Fischer by Andrew Harrer/Bloomberg News

A pre-emption provision meant to ensure nationwide uniformity of meal and rest break standards for motor carriers was attached to an aviation reauthorization bill a Senate panel approved June 29.

Sen. Deb Fischer (R-Neb.), the provision’s sponsor, said it would clarify the scope of Congress’ pre-emption authority regarding meal and rest break requirements. According to her amendment, it would ensure “a state, a political subdivision of a state, or a political authority composed of two or more states may not enact or enforce a law, regulation, or other provision having the force and effect of law relating to meal or rest breaks applicable” to certain employees.

“It’s important that we acknowledge trucking is a vital industry to this country. It brings us the products and moves the produce and products that we have across the country,” she said before the Senate Commerce Committee adopted the provision along party lines.

Industry groups, such as American Trucking Associations, have called for the pre-emption provision’s adoption. ATA emphasized it would clarify a requirement in a 1994 aviation law to block a California law signed in 2011.

ATA president Chris Spear applauded the committee’s efforts.

“Today, the Senate Commerce Committee took an important step toward recognizing that a uniform set of rules is vitally important to the movement of our nation’s interstate goods,” Spear said. “The trucking industry and its supply chain partners greatly appreciate Senator Fischer’s leadership, and applaud the committee for clarifying that the 1994 federal preemption covers state meal and rest breaks.”

The California law requires employers to provide a “duty-free” 30-minute meal break for employees who work more than five hours a day as well as a second “duty-free” 30-minute meal break for people who work more than 10 hours a day.

“Without uniform federal laws and regulations governing motor carriers, multiple layers of rules threaten to impair and impede the movement of freight throughout the country, creating a substantially burdensome and redundant system of rules for operation,” according to ATA.

Senators who opposed Fischer’s amendment to the aviation bill called for additional hearings to further evaluate the provision’s possible impact on the trucking industry.

The aviation measure, as amended, advanced to the Senate floor.

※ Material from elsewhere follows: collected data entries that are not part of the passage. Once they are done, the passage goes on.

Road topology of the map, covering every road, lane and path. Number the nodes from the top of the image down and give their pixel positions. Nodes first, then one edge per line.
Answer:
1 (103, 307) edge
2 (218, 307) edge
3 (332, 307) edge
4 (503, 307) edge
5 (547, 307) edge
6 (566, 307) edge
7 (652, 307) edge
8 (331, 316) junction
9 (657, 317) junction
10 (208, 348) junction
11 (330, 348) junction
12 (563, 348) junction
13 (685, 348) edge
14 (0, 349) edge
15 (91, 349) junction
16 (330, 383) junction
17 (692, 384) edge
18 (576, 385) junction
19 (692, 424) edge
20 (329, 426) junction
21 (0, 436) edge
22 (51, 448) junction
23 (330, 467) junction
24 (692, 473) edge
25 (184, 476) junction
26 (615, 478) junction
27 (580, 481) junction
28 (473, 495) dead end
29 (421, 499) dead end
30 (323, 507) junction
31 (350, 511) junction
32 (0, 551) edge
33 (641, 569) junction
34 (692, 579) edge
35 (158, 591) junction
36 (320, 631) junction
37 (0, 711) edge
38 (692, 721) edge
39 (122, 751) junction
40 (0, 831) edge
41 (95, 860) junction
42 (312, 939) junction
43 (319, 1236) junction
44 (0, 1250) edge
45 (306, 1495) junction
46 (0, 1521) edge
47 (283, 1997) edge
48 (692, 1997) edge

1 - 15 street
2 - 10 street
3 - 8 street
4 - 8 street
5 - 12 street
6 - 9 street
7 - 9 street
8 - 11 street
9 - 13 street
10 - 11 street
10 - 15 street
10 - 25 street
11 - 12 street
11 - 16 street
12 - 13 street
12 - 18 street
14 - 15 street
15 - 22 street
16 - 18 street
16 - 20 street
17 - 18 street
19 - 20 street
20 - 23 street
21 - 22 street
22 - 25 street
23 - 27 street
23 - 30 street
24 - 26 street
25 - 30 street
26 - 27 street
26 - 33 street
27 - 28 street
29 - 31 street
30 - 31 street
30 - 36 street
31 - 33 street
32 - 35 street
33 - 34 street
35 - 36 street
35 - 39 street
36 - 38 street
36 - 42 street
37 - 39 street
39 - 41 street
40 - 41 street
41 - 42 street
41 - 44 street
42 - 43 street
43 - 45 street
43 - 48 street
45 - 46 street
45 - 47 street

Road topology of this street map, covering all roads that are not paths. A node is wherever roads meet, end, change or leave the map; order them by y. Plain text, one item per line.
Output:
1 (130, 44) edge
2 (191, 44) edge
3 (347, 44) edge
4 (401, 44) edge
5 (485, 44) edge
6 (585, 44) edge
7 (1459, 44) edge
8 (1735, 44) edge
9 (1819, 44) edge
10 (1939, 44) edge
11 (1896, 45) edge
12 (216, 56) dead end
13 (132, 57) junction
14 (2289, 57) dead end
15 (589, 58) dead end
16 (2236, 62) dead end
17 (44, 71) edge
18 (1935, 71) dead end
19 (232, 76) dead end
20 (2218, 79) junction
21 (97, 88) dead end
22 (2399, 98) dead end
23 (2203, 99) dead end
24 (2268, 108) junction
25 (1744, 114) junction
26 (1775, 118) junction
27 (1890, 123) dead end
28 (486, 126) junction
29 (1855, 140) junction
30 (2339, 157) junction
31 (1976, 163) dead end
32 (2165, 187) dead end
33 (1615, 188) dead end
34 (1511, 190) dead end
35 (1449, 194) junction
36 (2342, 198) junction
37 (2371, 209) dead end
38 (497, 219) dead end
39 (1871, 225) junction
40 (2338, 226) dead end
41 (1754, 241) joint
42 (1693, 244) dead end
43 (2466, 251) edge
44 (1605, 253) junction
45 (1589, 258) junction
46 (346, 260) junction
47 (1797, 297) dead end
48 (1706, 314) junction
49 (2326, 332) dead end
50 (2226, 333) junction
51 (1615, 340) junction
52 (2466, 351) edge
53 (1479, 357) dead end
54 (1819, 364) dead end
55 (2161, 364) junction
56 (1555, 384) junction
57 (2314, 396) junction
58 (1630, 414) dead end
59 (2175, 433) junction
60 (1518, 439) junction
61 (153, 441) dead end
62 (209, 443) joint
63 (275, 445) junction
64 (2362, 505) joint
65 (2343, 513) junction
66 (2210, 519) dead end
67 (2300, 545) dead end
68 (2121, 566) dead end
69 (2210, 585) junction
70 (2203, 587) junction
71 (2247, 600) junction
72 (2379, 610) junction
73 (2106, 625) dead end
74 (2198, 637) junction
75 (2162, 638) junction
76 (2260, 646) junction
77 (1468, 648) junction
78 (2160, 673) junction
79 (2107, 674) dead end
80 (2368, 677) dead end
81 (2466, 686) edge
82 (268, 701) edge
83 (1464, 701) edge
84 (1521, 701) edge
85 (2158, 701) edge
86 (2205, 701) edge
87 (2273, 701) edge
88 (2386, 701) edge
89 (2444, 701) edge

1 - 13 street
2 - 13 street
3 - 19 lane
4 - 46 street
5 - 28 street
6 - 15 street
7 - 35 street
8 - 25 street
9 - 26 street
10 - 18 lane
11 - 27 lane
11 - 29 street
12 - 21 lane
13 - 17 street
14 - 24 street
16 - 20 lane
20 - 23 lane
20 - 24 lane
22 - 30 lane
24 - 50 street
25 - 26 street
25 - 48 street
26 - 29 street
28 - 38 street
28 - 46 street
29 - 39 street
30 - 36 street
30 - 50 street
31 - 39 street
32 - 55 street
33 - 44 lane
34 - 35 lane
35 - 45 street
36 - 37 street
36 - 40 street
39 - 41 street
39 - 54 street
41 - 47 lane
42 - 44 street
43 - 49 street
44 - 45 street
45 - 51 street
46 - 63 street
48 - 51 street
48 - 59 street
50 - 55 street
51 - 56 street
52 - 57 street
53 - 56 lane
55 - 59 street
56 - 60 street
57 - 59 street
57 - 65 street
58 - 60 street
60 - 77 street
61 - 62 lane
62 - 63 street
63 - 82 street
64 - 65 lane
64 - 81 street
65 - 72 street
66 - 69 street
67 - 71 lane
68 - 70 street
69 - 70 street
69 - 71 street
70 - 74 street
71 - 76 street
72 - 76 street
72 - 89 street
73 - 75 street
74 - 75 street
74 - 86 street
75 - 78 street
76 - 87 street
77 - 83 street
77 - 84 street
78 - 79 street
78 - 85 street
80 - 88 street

“This passenger-friendly aviation reform legislation improves safety and incorporates over 50 amendments offered by both committee Democrats and Republicans,” committee Chairman John Thune (R-S.D.) said. “In preparing for the future of aviation, our committee has acted to continue advancing unmanned aircraft systems and other aviation innovations while offering airline passengers new protections following recent incidents.”